* _Task directions_:
Every picture is to be removed, and all the data is to be copied exactly.

Pixel coordinate listings:
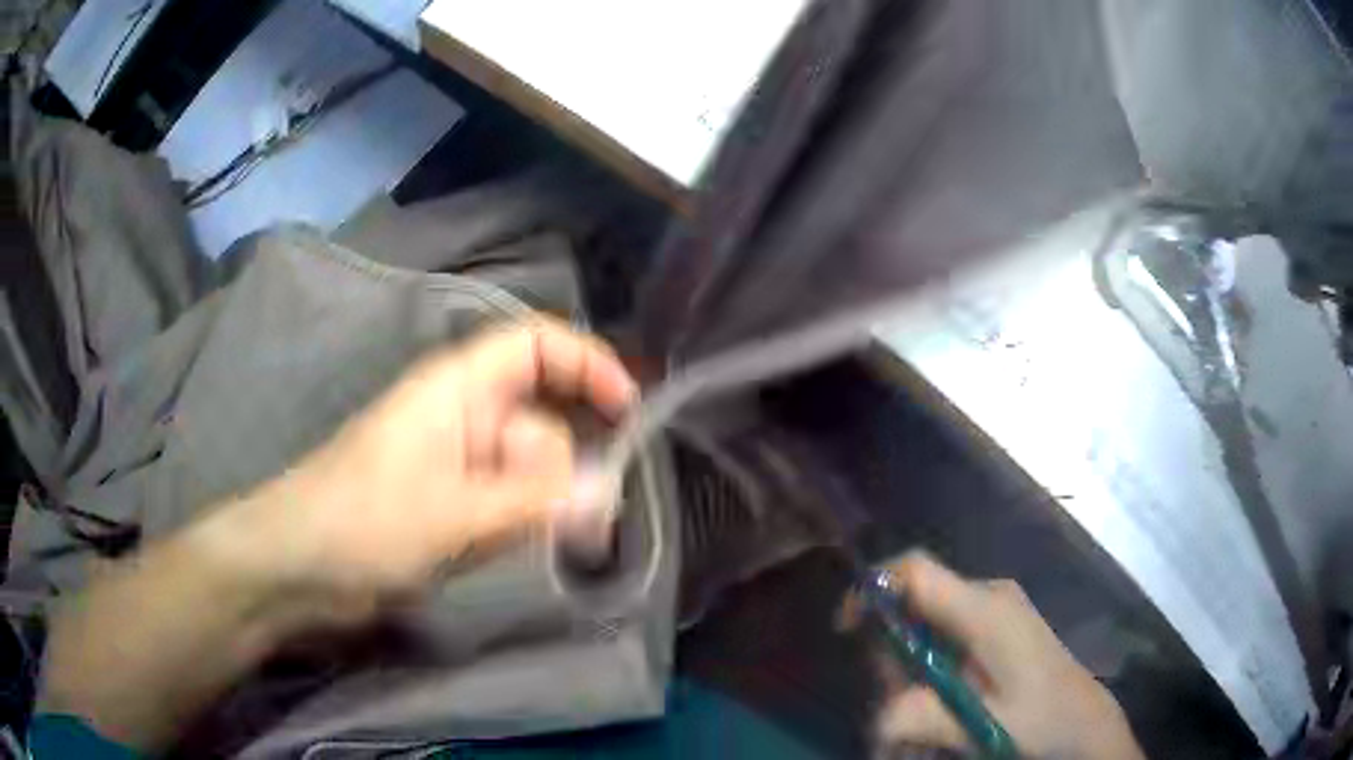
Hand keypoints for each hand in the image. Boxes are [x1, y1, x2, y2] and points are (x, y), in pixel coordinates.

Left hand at [41, 321, 635, 749]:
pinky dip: (527, 520)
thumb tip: (605, 492)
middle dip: (570, 459)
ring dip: (550, 499)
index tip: (629, 410)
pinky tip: (528, 547)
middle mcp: (460, 415)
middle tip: (591, 515)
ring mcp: (454, 462)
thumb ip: (535, 501)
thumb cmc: (363, 521)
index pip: (535, 345)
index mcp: (456, 387)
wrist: (297, 566)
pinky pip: (506, 499)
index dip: (586, 363)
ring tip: (556, 541)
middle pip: (540, 414)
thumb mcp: (453, 511)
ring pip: (526, 465)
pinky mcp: (448, 503)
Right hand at [867, 554, 1143, 759]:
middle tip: (899, 706)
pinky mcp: (996, 626)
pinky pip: (945, 637)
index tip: (847, 629)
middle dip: (893, 656)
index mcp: (985, 610)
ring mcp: (994, 609)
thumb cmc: (1040, 718)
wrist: (1083, 721)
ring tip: (922, 723)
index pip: (916, 570)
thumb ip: (920, 715)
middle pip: (914, 603)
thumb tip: (874, 719)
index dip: (873, 587)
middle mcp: (987, 597)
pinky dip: (930, 672)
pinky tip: (941, 709)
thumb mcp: (978, 724)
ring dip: (910, 674)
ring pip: (926, 625)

* _Answer to this task_:
Hand keypoints for each hand in the image. Boxes are [x1, y1, x2, y2] and points are (x, y), in pixel coordinates.

Left hand at [41, 321, 635, 749]:
pinky dip: (527, 520)
thumb tip: (605, 492)
middle dip: (570, 459)
ring dip: (550, 499)
index tip: (629, 410)
pinky tip: (528, 547)
middle mcp: (460, 415)
middle tip: (591, 515)
ring mcp: (454, 462)
thumb ip: (535, 501)
thumb cmc: (363, 521)
index pip: (535, 345)
index mcp: (456, 387)
wrist: (297, 566)
pinky pip: (506, 499)
index dip: (586, 363)
ring tip: (556, 541)
middle pip: (540, 414)
thumb mcp: (453, 511)
ring pip: (526, 465)
pinky mcp: (448, 503)
Right hand at [867, 554, 1143, 759]:
middle tip: (899, 706)
pinky mcp: (996, 626)
pinky pip: (945, 637)
index tip: (847, 629)
middle dip: (893, 656)
index mcp: (985, 610)
ring mcp: (994, 609)
thumb cmc: (1040, 718)
wrist: (1083, 721)
ring tip: (922, 723)
index pip: (916, 570)
thumb ip: (920, 715)
middle pip: (914, 603)
thumb tip: (874, 719)
index dip: (873, 587)
middle mcp: (987, 597)
pinky dip: (930, 672)
pinky tip: (941, 709)
thumb mcp: (978, 724)
ring dip: (910, 674)
ring pip: (926, 625)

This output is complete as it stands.